I'm programming an interface with 3M document scanners.
I am calling a function called MMMReader_GetData
MMMReaderErrorCode MMMReader_GetData(MMMReaderDataType aDataType,void* DataPtr,int* aDataLen);
Description:
After a data item has been read from a document it may be obtained via
this API. The buffer supplied in the aDataPtr parameter will be
written to with the data, and aDataLen updated to be the length of the
data.
The problem is how can I create a void* DataPrt and how can get it the data?
I have tried:
from ctypes import *
lib=cdll.LoadLibrary('MMMReaderHighLevelAPI.dll')
CD_CODELINE = 0
aDataLen = c_int()
aDataPtr = c_void_p()
index= c_int(0)
r = lib.MMMReader_GetData(CD_CODELINE,byref(aDataPtr),byref(aDataLen),index)
aDataLen always returns a value but aDataPtr returns None
What you need to do is allocate a "buffer". The address of the buffer will be passed as the void* parameter, and the size of the buffer in bytes will be passed as the aDataLen parameter. Then the function will put its data in the buffer you gave it, and then you can read the data back out of the buffer.

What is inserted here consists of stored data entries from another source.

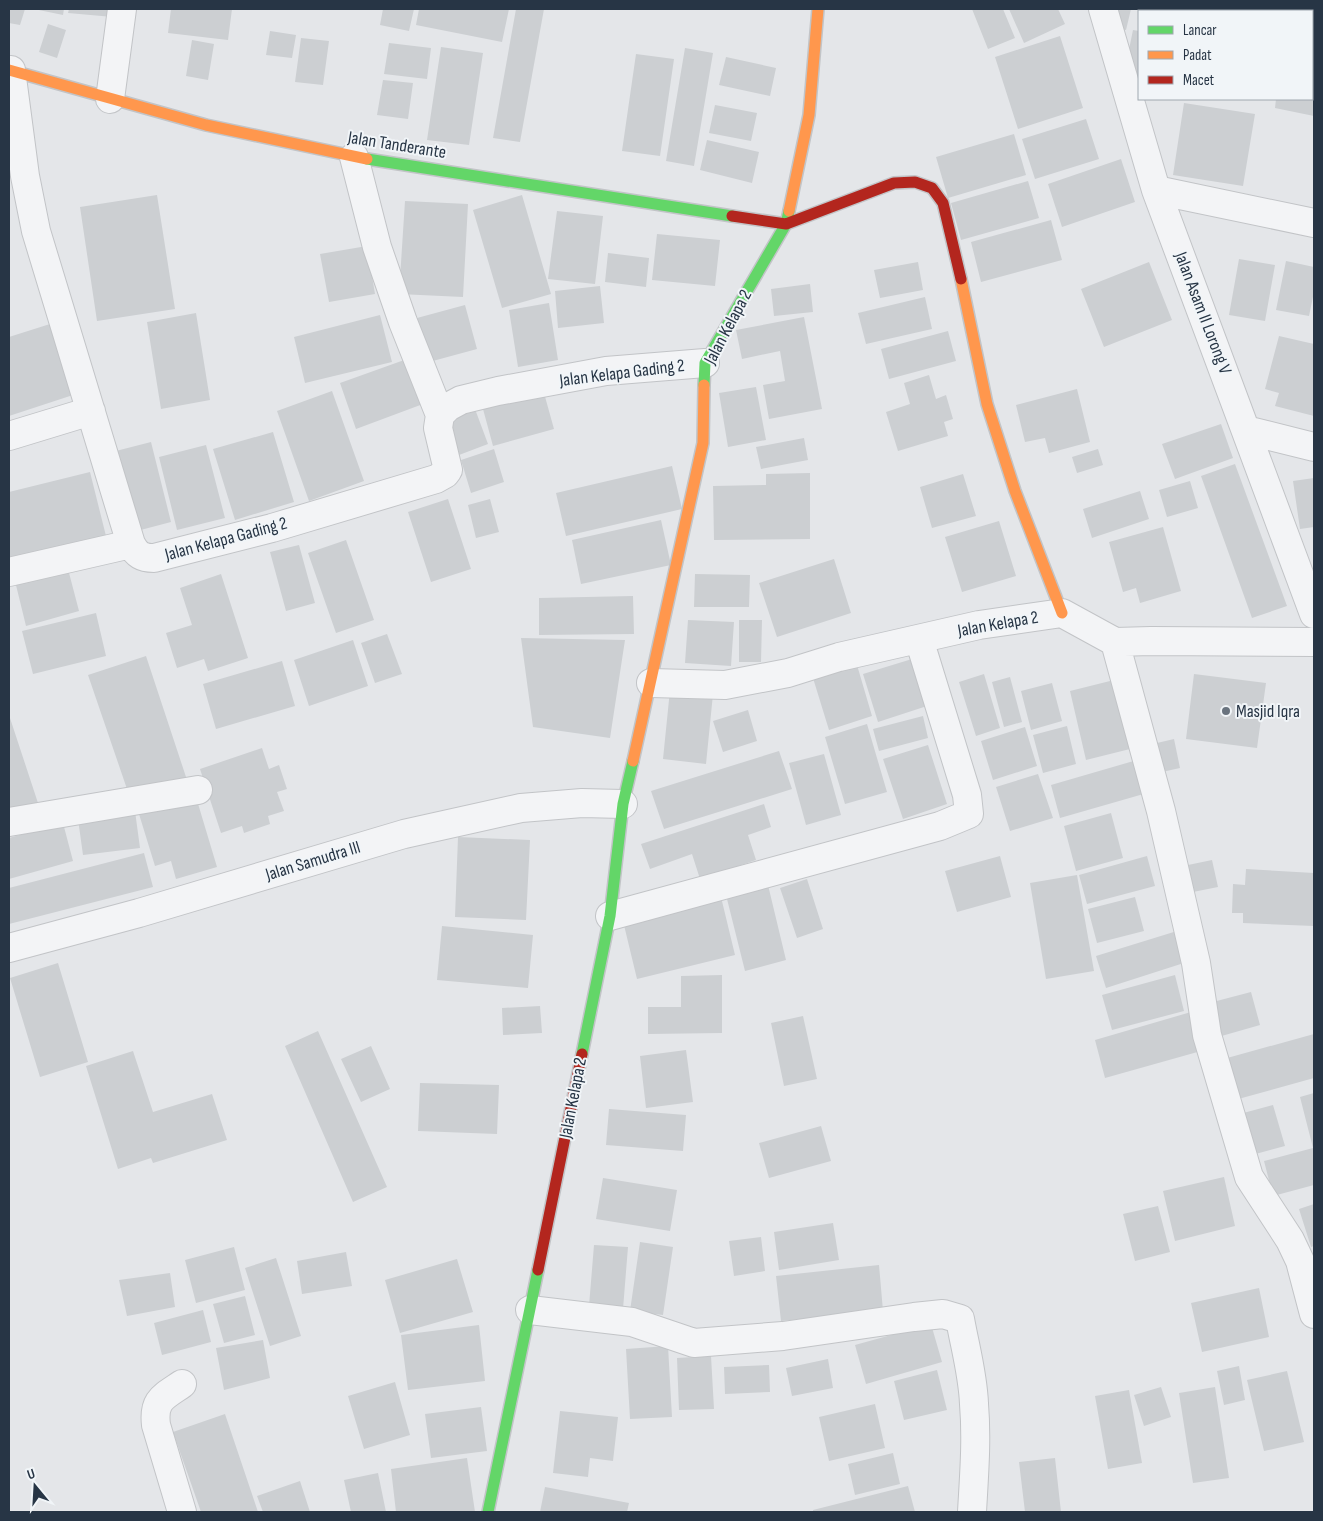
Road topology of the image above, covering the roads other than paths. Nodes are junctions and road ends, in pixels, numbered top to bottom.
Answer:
1 (122, 9) edge
2 (818, 9) edge
3 (1103, 9) edge
4 (10, 70) edge
5 (110, 99) junction
6 (354, 157) junction
7 (1156, 190) junction
8 (1314, 223) edge
9 (786, 224) junction
10 (705, 363) junction
11 (91, 411) junction
12 (440, 415) junction
13 (1246, 430) junction
14 (9, 436) edge
15 (1314, 447) edge
16 (131, 544) junction
17 (9, 572) edge
18 (1062, 613) junction
19 (1314, 614) edge
20 (919, 639) junction
21 (1115, 642) junction
22 (1314, 642) edge
23 (651, 682) junction
24 (198, 790) dead end
25 (623, 804) junction
26 (9, 822) edge
27 (610, 916) junction
28 (9, 948) edge
29 (530, 1310) junction
30 (1314, 1314) edge
31 (182, 1384) dead end
32 (182, 1512) edge
33 (488, 1512) edge
34 (972, 1512) edge

1 - 5 street
2 - 9 street, Jalan Kelapa 2
3 - 7 street, Jalan Asam II Lorong V
4 - 5 street, Jalan Tanderante
4 - 11 street
5 - 6 street, Jalan Tanderante
6 - 9 street, Jalan Tanderante
6 - 12 street
7 - 8 street
7 - 13 street, Jalan Asam II Lorong V
9 - 10 street, Jalan Kelapa 2
9 - 18 street
10 - 12 street, Jalan Kelapa Gading 2
10 - 23 street, Jalan Kelapa 2
11 - 14 street
11 - 16 street
12 - 16 street, Jalan Kelapa Gading 2
13 - 15 street
13 - 19 street, Jalan Asam II Lorong V
16 - 17 street
18 - 20 street, Jalan Kelapa 2
18 - 21 street, Jalan Kelapa 2
20 - 23 street, Jalan Kelapa 2
20 - 27 street
21 - 22 street
21 - 30 street
23 - 25 street, Jalan Kelapa 2
24 - 26 street
25 - 27 street, Jalan Kelapa 2
25 - 28 street, Jalan Samudra III
27 - 29 street, Jalan Kelapa 2
29 - 33 street, Jalan Kelapa 2
29 - 34 street
31 - 32 street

In C or C++ you would use malloc or something similar to create a buffer. When using ctypes, you can use ctypes.create_string_buffer to make a buffer of a certain length, and then pass the buffer and the length to the function. Then once the function fills it in, you can read the data out of the buffer you created, which works like a list of characters with [] and len().
With ctypes, it is best to define the argument types and return value for better error checking, and declaring pointer types is especially important on 64-bit systems.
from ctypes import *
MMMReaderErrorCode = c_int # Set to an appropriate type
MMMReaderDataType = c_int # ditto...
lib = CDLL('MMMReaderHighLevelAPI')
lib.MMMReader_GetData.argtypes = MMMReaderDataType,c_void_p,POINTER(c_int)
lib.MMMReader_GetData.restype = MMMReaderErrorCode
CD_CODELINE = 0
# Make sure to pass in the original buffer size.
# Assumption: the API should update it on return with the actual size used (or needed)
# and will probably return an error code if the buffer is not large enough.
aDataLen = c_int(256)
# Allocate a writable buffer of the correct size.
aDataPtr = create_string_buffer(aDataLen.value)
# aDataPtr is already a pointer, so no need to pass it by reference,
# but aDataLen is a reference so the value can be updated.
r = lib.MMMReader_GetData(CD_CODELINE,aDataPtr,byref(aDataLen))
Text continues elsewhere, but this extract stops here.